In her answer, the Premier claimed that the price for this extra electricity will be the same as Nalcor could get “in the lucrative U.S. market.” Well, as we’ve noted already, the American market isn’t all that lucrative any more. More importantly, whatever the market price is, we know it is far below the cost of making the electricity in Labrador and delivering in the United States whether across Nova Scotia or Quebec.

Question 20:   Why is there so much we're not allowed to know?

A:  For all the information the provincial government claims it has released about Muskrat Falls, the fact is that the provincial government hasn’t let any genuinely independent agency review the project that could – as in Nova Scotia – stop it if the numbers didn’t add up.

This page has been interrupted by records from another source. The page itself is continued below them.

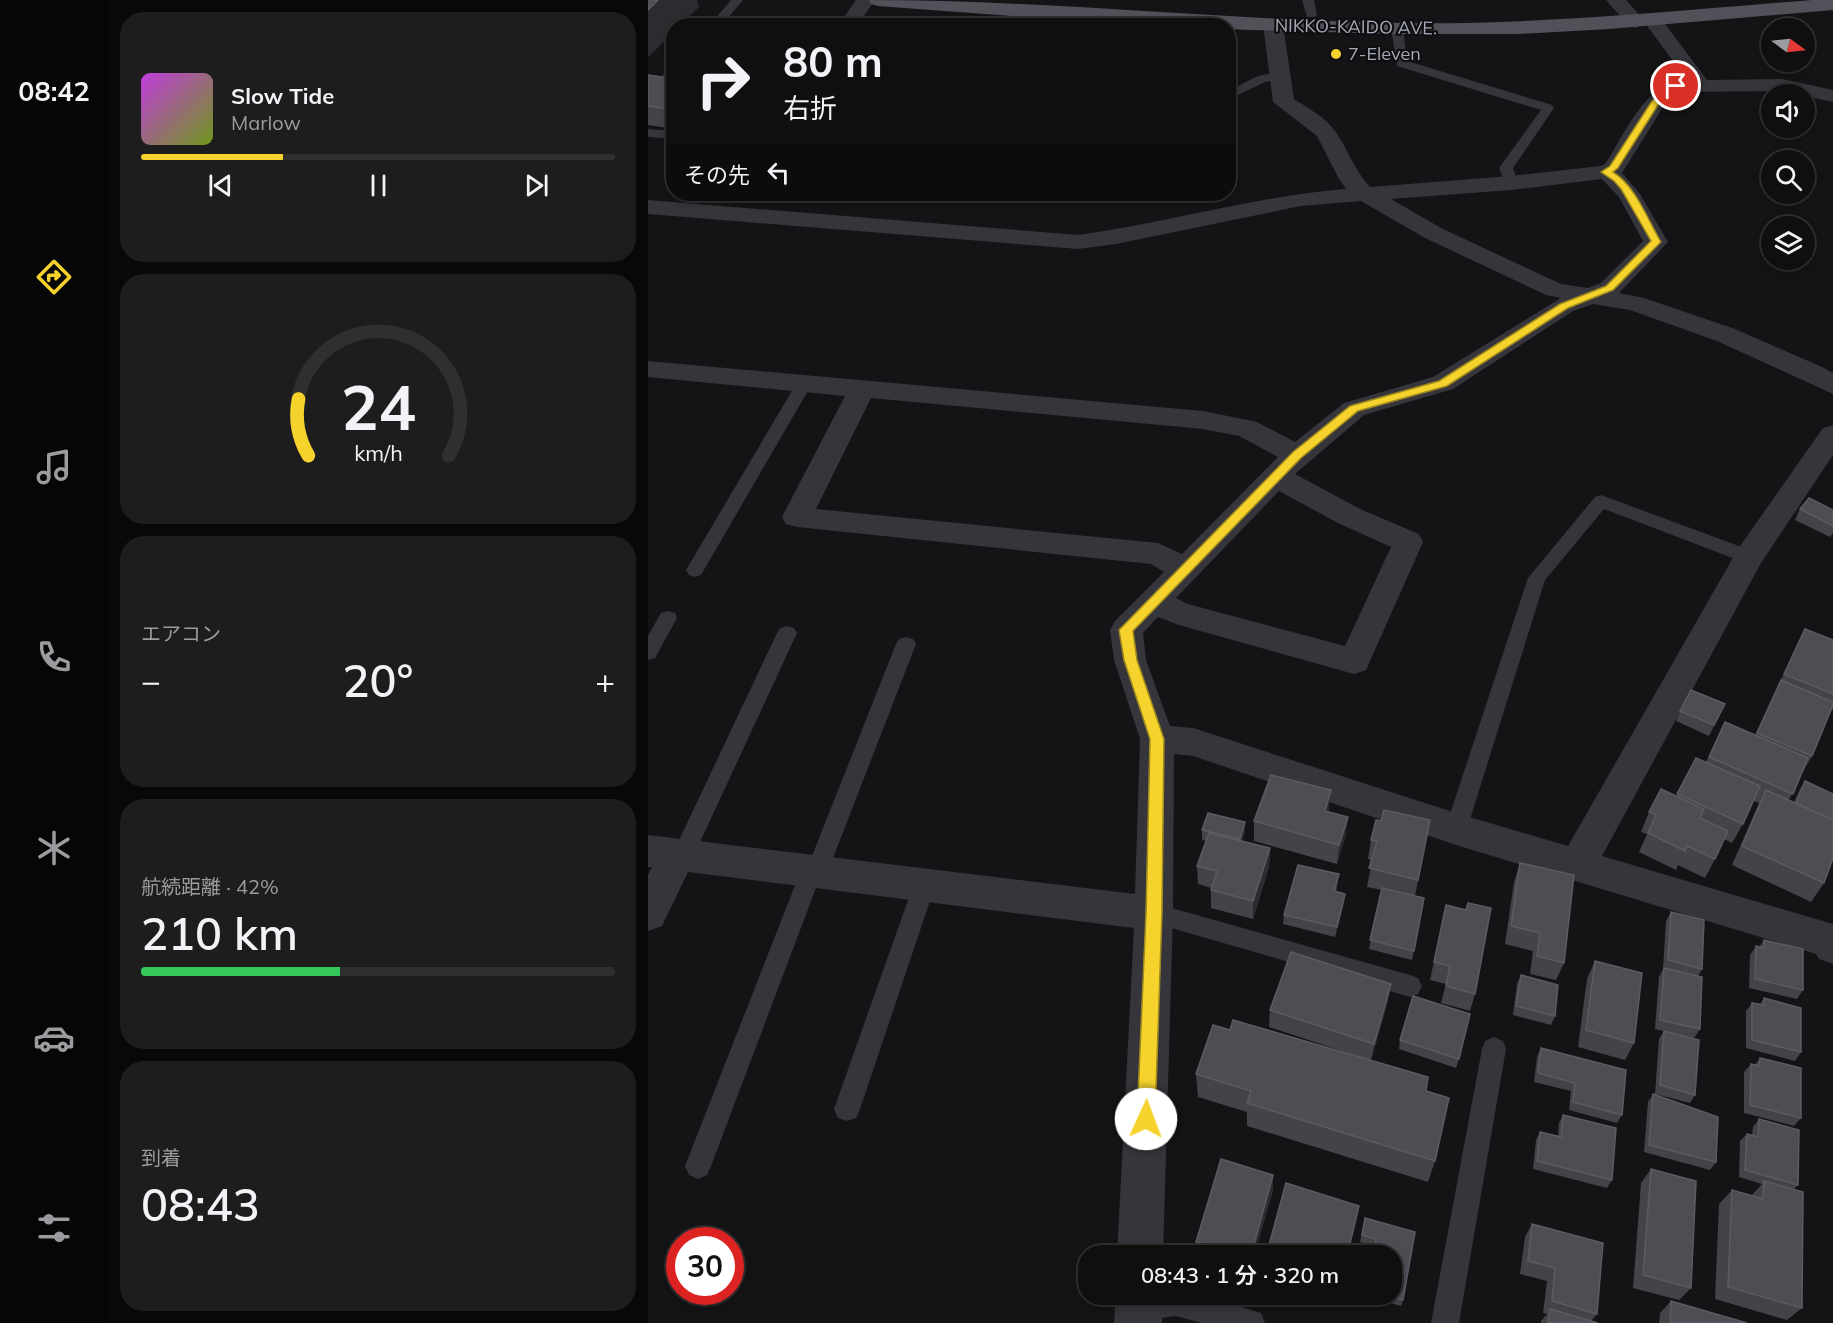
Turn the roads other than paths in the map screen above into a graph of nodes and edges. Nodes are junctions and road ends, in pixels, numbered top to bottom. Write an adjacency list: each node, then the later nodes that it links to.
1 (737, 0): 8 (lane)
2 (866, 0): 9 (street)
3 (878, 0): 10 (main road, NIKKO-KAIDO AVE.)
4 (1308, 0): 7 (lane)
5 (1615, 0): 11 (street)
6 (1833, 4): 11 (main road, NIKKO-KAIDO AVE.)
7 (1311, 15)
8 (721, 18)
9 (853, 18)
10 (1163, 18)
11 (1644, 21): 14 (main road, NIKKO-KAIDO AVE.); 16 (street)
12 (1236, 23): 13 (main road, NIKKO-KAIDO AVE.)
13 (1274, 25): 14 (main road, NIKKO-KAIDO AVE.); 15 (street)
14 (1397, 28): 22 (lane)
15 (1279, 76): 17 (lane); 23 (street)
16 (1701, 85): 18 (street); 21 (street)
17 (1236, 92)
18 (1833, 96)
19 (648, 133): 20 (lane)
20 (666, 134)
21 (1606, 172): 22 (street); 26 (street)
22 (1511, 183): 23 (street)
23 (1362, 192): 24 (street); 26 (street)
24 (715, 203): 25 (street)
25 (648, 207)
26 (1591, 296): 29 (street); 32 (street)
27 (651, 374): 28 (street)
28 (804, 384): 30 (street); 34 (lane)
29 (1833, 385)
30 (862, 389): 32 (street); 35 (street)
31 (1833, 434): 33 (street)
32 (1287, 466): 35 (street); 36 (street)
33 (1749, 557): 42 (lane); 44 (street)
34 (694, 570)
35 (1184, 570): 36 (street)
36 (1154, 601): 41 (street)
37 (668, 618): 40 (lane)
38 (787, 633): 43 (lane)
39 (906, 644): 45 (lane)
40 (648, 653)
41 (1157, 739): 42 (street); 47 (street)
42 (1456, 829): 44 (street)
43 (669, 854): 45 (street); 48 (street)
44 (1578, 864): 49 (street)
45 (815, 870): 46 (street); 53 (lane)
46 (924, 886): 47 (street); 52 (lane)
47 (1154, 913): 50 (lane); 54 (street)
48 (648, 914)
49 (1833, 946)
50 (1410, 986)
51 (1494, 1049): 57 (lane)
52 (847, 1109)
53 (698, 1166)
54 (1140, 1245)
55 (1138, 1308): 56 (lane)
56 (1251, 1323)
57 (1445, 1323)

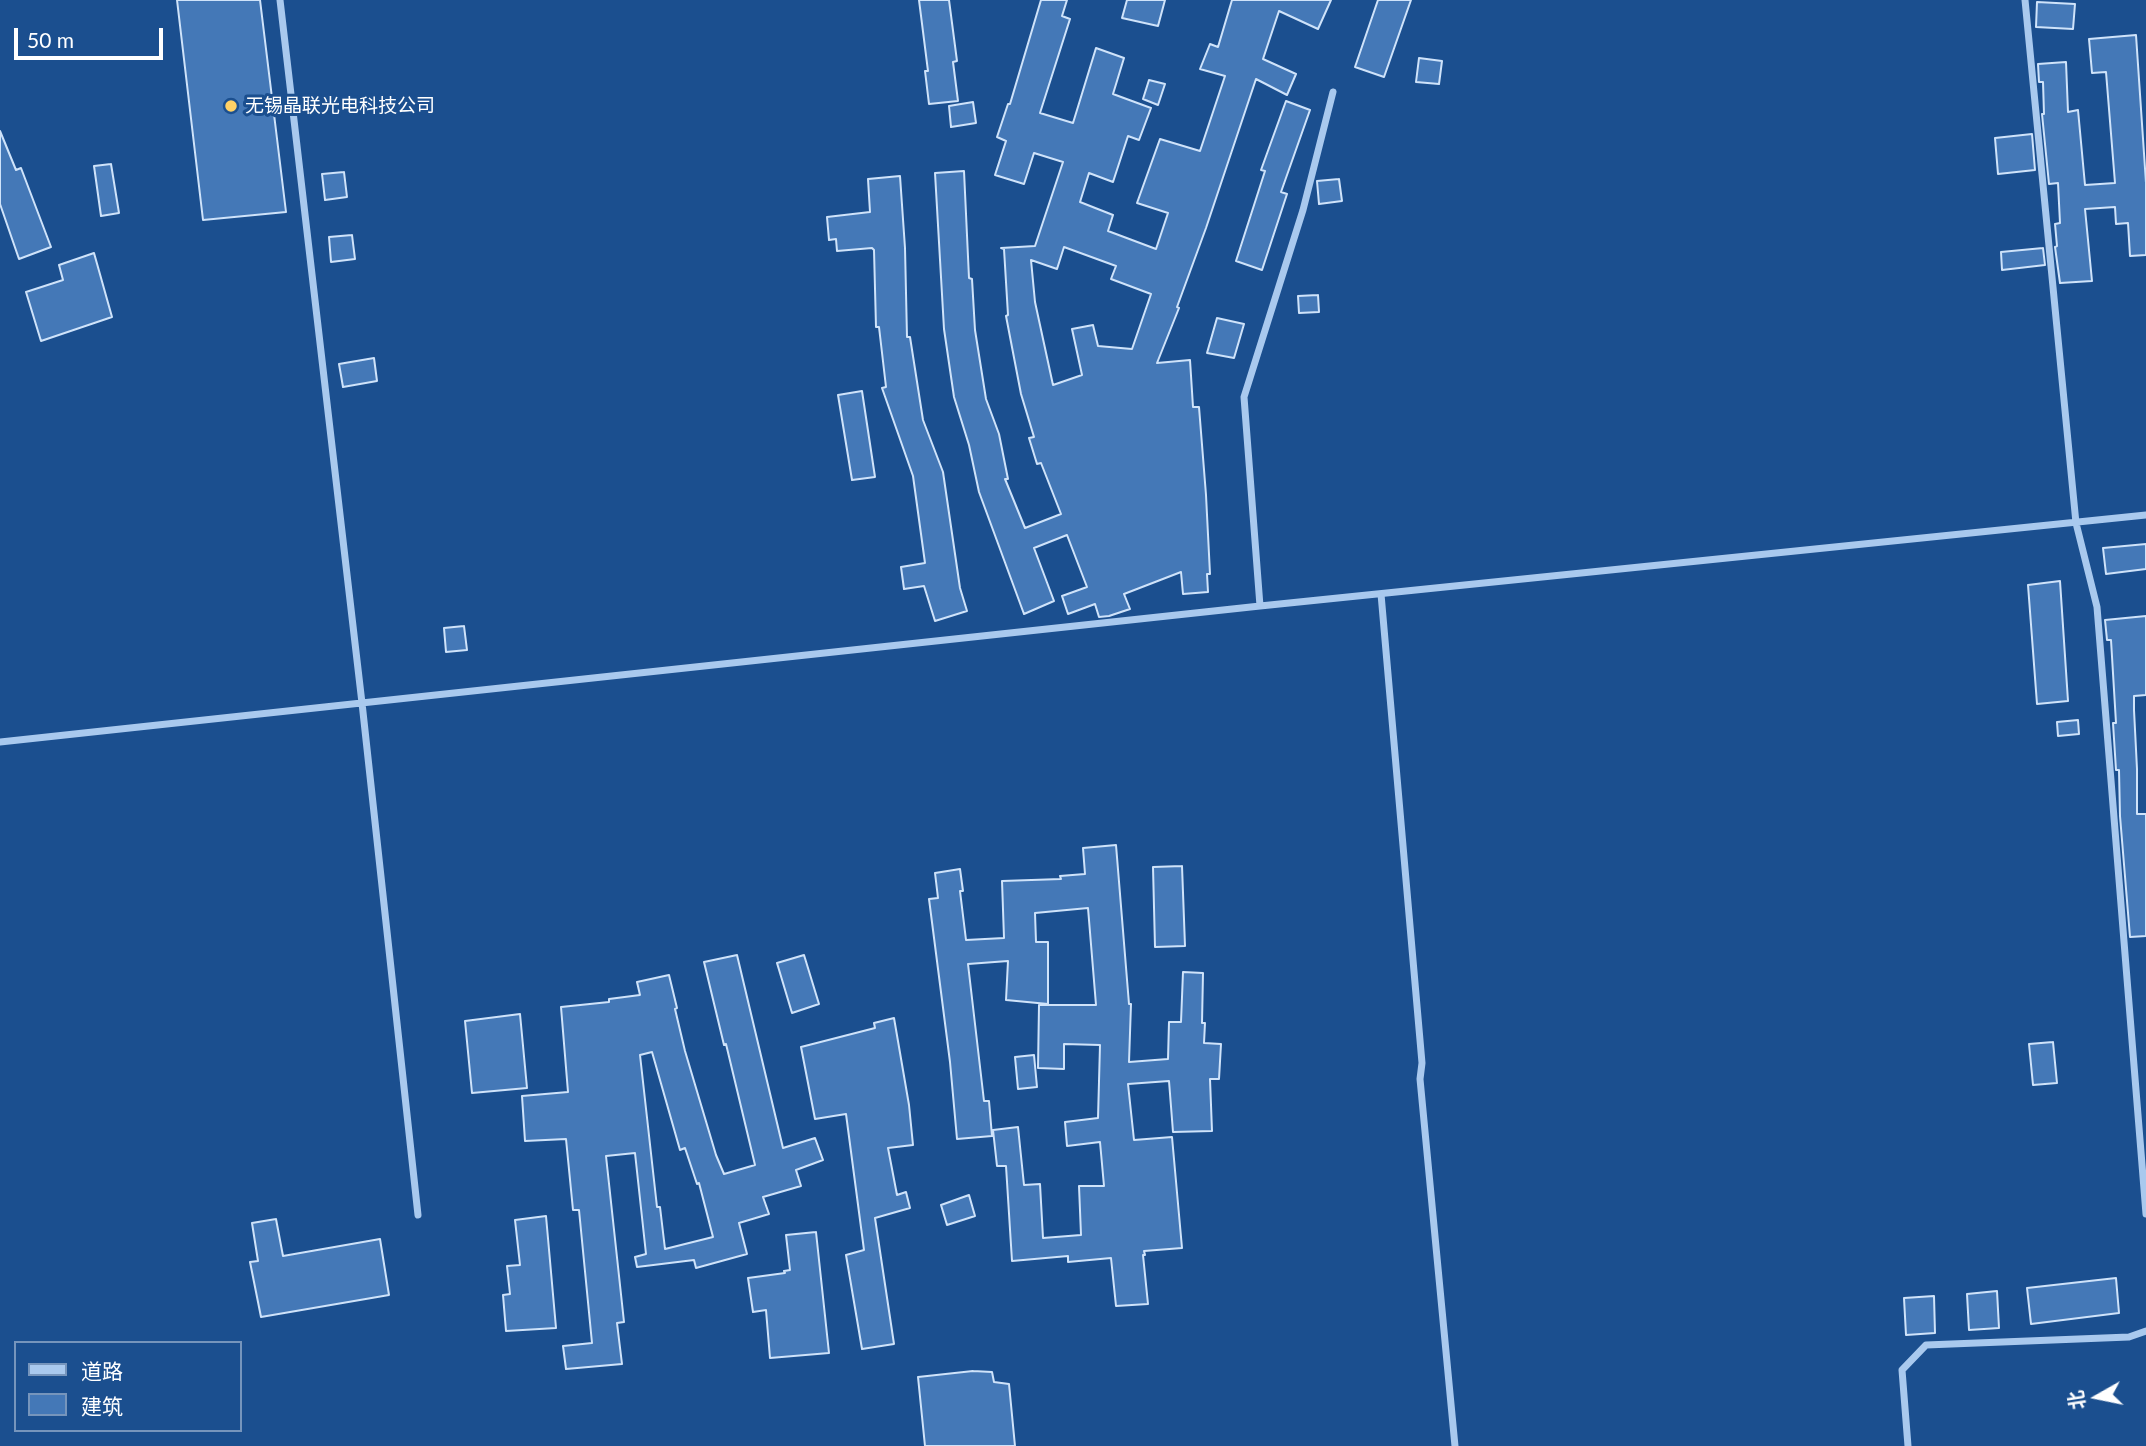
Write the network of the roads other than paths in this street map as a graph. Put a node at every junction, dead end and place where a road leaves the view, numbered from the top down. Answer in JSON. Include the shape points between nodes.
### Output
{"nodes":[{"id":1,"x":280,"y":0,"type":"edge"},
{"id":2,"x":2025,"y":0,"type":"edge"},
{"id":3,"x":1333,"y":92,"type":"dead end"},
{"id":4,"x":2146,"y":515,"type":"edge"},
{"id":5,"x":2076,"y":523,"type":"junction"},
{"id":6,"x":1381,"y":594,"type":"junction"},
{"id":7,"x":1260,"y":606,"type":"junction"},
{"id":8,"x":362,"y":703,"type":"junction"},
{"id":9,"x":0,"y":742,"type":"edge"},
{"id":10,"x":2146,"y":1214,"type":"edge"},
{"id":11,"x":418,"y":1215,"type":"dead end"},
{"id":12,"x":2146,"y":1331,"type":"edge"},
{"id":13,"x":1455,"y":1446,"type":"edge"},
{"id":14,"x":1908,"y":1446,"type":"edge"}],
"edges":[{"from":1,"to":8,"type":"street"},
{"from":2,"to":5,"type":"street"},
{"from":3,"to":7,"type":"street","via":[[1303,210],[1244,397]]},
{"from":4,"to":5,"type":"street"},
{"from":5,"to":6,"type":"street"},
{"from":5,"to":10,"type":"street","via":[[2097,607]]},
{"from":6,"to":7,"type":"street"},
{"from":6,"to":13,"type":"street"},
{"from":7,"to":8,"type":"street"},
{"from":8,"to":9,"type":"street"},
{"from":8,"to":11,"type":"street"},
{"from":12,"to":14,"type":"street","via":[[2129,1337],[1926,1345],[1902,1370]]}]}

The joint federal-provincial environmental review panel concluded that Nalcor failed to make its case. 

Twice.

The terms of the public utilities board review were dictated by Nalcor and the provincial government.  The board had no power to halt the project or change it:  the Lower Churchill project is exempt from the public utilities board’s jurisdiction by cabinet order.

At the same time, the provincial government has never released information on many of the key issues, such as alternatives to meet domestic electricity needs. The reason is simple: Nalcor never did the studies in 2010 when they should have. Instead, the provincial government paid consultants to produce reports based on information and conditions set by the provincial government to deliver the answer they wanted.

All of that makes the Premier’s claims about the transparency of this project like so much of what she has said about it:  simply not true.